ACTIVITY> Look through the data below and return each line where "Sigillo" appears.

INPUT DATA>
BEGIN
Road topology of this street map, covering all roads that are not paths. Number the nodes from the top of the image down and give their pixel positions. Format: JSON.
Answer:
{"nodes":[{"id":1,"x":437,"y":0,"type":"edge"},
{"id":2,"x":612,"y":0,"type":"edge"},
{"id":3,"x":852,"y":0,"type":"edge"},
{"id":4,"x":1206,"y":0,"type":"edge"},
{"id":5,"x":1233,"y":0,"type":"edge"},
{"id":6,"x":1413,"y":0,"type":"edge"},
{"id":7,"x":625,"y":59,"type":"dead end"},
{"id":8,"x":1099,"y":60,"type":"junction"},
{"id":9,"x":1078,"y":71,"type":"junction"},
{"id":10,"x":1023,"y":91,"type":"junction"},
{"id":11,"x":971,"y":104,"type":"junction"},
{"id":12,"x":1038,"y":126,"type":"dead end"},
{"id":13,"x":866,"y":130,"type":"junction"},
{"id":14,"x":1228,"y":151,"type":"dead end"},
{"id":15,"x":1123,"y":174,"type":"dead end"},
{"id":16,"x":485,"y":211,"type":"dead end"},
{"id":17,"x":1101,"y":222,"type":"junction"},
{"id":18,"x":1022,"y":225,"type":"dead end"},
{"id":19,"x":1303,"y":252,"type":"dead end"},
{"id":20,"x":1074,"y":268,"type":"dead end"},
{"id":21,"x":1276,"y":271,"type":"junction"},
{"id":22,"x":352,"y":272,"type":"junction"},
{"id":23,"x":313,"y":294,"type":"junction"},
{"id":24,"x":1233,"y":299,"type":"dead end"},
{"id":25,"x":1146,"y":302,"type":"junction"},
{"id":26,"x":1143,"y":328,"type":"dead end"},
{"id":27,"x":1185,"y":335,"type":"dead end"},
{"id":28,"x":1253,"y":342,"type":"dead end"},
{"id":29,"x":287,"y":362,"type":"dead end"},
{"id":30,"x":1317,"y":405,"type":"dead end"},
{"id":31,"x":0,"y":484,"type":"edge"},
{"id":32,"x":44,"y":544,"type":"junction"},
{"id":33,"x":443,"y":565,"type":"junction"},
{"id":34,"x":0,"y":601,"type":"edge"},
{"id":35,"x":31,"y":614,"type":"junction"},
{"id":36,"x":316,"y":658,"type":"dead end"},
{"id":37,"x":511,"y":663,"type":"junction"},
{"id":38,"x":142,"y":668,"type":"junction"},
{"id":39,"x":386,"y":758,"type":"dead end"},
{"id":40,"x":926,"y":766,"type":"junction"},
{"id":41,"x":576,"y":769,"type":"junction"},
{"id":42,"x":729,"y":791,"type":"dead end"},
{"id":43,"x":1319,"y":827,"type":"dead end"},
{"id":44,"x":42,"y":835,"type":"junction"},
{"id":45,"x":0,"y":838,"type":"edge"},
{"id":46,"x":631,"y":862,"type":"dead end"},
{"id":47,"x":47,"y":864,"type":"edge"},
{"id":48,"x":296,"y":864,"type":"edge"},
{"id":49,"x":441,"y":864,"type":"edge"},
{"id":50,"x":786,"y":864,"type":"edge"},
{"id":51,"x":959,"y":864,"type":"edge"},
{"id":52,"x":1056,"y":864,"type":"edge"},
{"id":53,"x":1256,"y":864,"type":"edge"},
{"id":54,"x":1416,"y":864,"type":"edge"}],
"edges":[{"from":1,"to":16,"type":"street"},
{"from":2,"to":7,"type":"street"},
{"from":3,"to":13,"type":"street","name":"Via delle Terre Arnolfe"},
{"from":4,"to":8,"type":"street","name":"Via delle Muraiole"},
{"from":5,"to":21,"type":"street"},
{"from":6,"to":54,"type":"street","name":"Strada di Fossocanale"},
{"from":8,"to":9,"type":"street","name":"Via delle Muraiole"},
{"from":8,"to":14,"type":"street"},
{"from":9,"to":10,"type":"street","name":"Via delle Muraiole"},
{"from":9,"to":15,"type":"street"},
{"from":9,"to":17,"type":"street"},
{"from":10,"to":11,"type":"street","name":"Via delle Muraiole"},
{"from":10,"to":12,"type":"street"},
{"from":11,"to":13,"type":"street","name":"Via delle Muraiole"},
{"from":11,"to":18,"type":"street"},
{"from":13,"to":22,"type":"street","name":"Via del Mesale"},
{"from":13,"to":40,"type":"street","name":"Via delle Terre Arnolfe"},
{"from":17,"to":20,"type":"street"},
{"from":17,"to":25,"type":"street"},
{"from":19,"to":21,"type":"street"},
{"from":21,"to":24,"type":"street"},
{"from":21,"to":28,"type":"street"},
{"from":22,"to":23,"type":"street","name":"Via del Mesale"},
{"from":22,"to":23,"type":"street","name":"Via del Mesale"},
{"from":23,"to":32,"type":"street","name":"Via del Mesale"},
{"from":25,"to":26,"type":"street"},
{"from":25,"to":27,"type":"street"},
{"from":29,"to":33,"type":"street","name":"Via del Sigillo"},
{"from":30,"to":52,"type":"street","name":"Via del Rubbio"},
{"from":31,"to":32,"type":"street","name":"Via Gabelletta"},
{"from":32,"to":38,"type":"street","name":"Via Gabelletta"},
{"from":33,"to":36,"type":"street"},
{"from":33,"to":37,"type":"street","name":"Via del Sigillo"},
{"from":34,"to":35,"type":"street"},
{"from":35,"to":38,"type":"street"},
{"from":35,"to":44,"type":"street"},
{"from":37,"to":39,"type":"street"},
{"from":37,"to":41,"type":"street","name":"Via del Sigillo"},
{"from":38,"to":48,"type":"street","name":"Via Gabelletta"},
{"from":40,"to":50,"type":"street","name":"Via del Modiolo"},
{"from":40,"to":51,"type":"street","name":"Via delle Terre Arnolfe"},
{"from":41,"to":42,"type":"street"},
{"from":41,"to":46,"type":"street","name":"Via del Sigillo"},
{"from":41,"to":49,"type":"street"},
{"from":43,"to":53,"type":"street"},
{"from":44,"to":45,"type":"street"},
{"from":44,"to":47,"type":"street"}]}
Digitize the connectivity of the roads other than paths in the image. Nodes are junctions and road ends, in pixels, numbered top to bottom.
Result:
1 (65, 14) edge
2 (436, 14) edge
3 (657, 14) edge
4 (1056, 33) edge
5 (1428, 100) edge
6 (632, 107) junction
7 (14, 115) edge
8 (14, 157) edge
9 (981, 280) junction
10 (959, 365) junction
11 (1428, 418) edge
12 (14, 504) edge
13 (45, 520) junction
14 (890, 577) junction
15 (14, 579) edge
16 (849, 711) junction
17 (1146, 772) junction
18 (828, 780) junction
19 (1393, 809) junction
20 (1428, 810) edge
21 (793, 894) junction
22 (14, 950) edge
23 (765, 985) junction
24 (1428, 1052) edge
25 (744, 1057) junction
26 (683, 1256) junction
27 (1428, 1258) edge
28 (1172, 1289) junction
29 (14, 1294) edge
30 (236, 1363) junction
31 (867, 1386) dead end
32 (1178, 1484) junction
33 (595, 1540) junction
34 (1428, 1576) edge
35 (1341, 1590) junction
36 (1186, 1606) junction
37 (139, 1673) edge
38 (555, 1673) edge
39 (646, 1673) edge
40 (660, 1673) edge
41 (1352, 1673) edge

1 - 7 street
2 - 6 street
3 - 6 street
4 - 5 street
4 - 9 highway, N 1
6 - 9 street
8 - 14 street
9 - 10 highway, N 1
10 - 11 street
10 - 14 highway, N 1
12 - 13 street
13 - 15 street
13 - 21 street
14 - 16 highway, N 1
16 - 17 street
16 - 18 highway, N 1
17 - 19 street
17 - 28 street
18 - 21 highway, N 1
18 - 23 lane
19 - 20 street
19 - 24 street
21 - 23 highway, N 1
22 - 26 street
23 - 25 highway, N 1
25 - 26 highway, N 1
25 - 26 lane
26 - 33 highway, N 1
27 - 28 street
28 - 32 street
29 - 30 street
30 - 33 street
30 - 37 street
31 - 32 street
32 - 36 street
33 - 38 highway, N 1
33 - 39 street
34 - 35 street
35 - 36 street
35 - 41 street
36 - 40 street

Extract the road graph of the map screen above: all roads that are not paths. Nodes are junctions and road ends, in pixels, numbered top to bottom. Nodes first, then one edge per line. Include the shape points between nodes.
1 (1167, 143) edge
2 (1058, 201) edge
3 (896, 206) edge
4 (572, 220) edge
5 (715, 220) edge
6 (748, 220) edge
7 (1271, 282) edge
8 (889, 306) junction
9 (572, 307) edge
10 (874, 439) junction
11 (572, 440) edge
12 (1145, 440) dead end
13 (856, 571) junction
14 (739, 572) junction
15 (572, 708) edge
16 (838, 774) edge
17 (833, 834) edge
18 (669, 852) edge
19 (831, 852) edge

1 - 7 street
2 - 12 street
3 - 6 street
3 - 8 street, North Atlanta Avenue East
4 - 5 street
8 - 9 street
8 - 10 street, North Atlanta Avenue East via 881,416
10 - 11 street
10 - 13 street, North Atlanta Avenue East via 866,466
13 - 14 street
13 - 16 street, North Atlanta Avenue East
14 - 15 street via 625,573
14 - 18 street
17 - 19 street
END
YOUR RESPONSE>
{"from":29,"to":33,"type":"street","name":"Via del Sigillo"},
{"from":33,"to":37,"type":"street","name":"Via del Sigillo"},
{"from":37,"to":41,"type":"street","name":"Via del Sigillo"},
{"from":41,"to":46,"type":"street","name":"Via del Sigillo"},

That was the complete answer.